Todos los días se despierta a las seis de la mañana, se toma un café con leche, se come un pan de queso y emprende la caminata por las tres cuadras largas que lo separan de su destino final: El Parque de Envigado.
- Cuando llegó al Parque, me encuentro con estos dos señores, amigos míos del Liceo Manuel Uribe Ángel y entramos a la misa de siete a dar gracias a Dios por tenernos con vida todavía, a propósito majita ¿usted sabía que en diciembre esta iglesia es de las más alumbradas? Atrae a muchos turistas pero jamás como era ahora años.
Según Joaquín Antonio Gómez, hace algunos años la plaza era el centro turístico de Medellín, dice que anteriormente el parque de Envigado tenía muchas mesas en el centro y las personas que lo visitaban se sentaban en ellas a tomar aguardiente y a escuchar a los merenderos que pasaban de mesa en mesa cantando boleros.
- Cuando salimos de misa nos dirigimos hacia Las Nubes, un estadero al lado derecho de la iglesia, ahí compramos un periquito y el periódico, en semana simplemente lo leemos, pero los fines de semana nos sentamos a hacer el crucigrama entre los tres, después jugamos ajedrez, parqués o simplemente hablamos de los problemas actuales del país o recordamos como era todo ahora años. Y eso si lo tengo que confesar algunos jueves nos metemos ahí a los billares El Palomar y nos tomamos unos aguardienticos- dice Joaquín con una sonrisa que demuestra la alegría que siente por pertenecer a ese lugar.
Al parque de Envigado lo llamaban el parque del amor, pero no era precisamente por ser de los enamorados, sino porque era el parque de la mor, es decir, el parque de la morcilla, dicen, que en este lugar se encontraba la mejor morcilla de la región. Para don Joaquín y sus amigos, este era un verdadero manjar que no se perdían los domingos después de ir a misa.
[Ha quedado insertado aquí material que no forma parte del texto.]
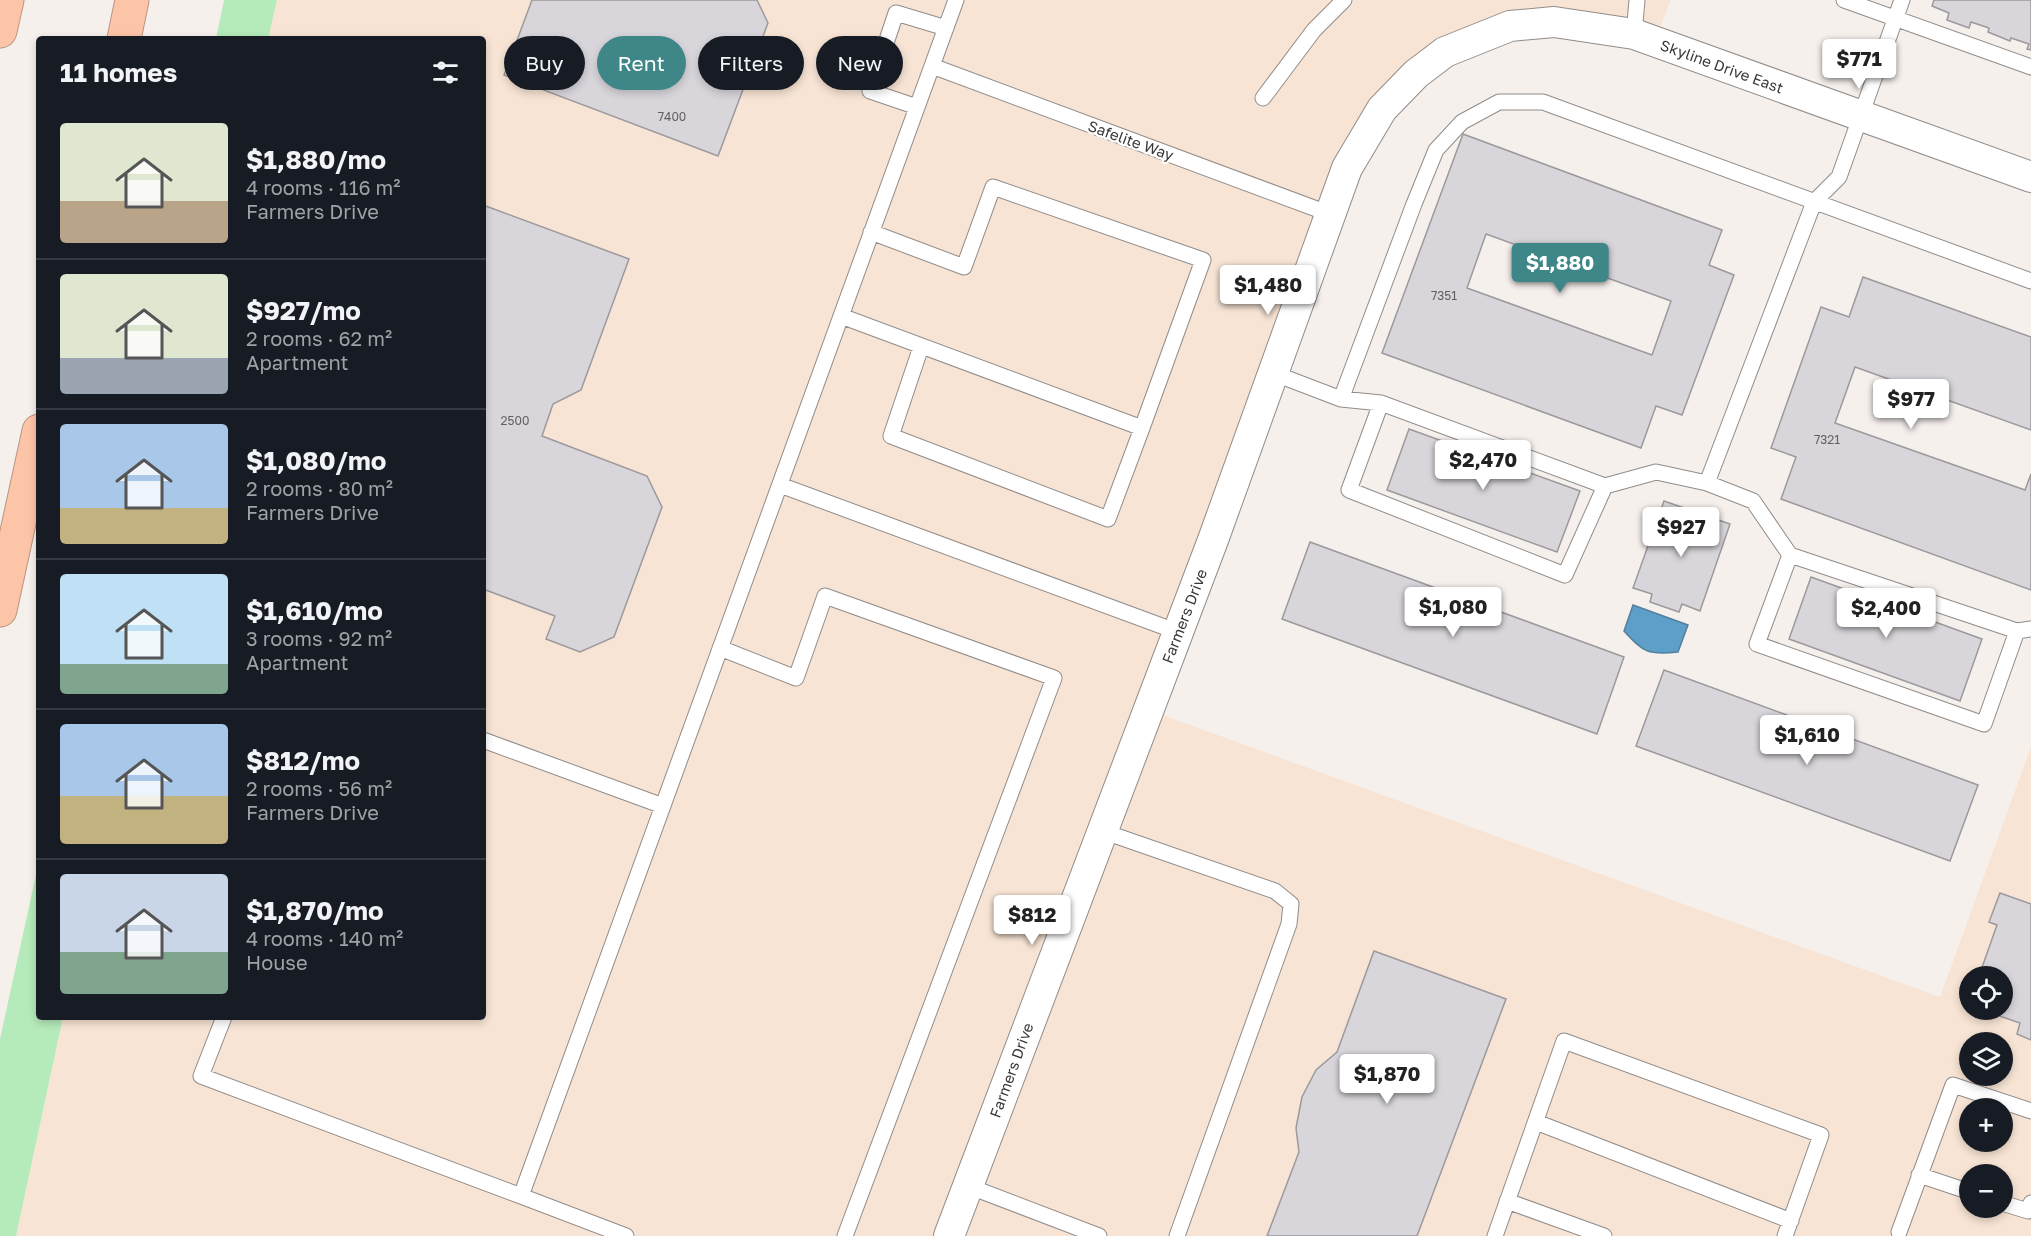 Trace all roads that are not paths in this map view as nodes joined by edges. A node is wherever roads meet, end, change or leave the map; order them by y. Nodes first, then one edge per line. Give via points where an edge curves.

Y así transcurren los días de este señor, recordando el pasado y aprendiendo del presente, el dice que aunque los tiempos han cambiado, todavía se conservan tradiciones autóctonas de la vida de pueblo, dice que todavía la gente viene a la plaza para contratar músicos, pues allí se encuentran tríos de carrilera, papayeras y mariachis. Asegura también que el sombrero y el carriel siguen tomando protagonismo en los viejos, que como él, van a la plaza a divertirse. También los carros de comidas conservan los mismos productos como churros, algodón, solteritas, entre otros.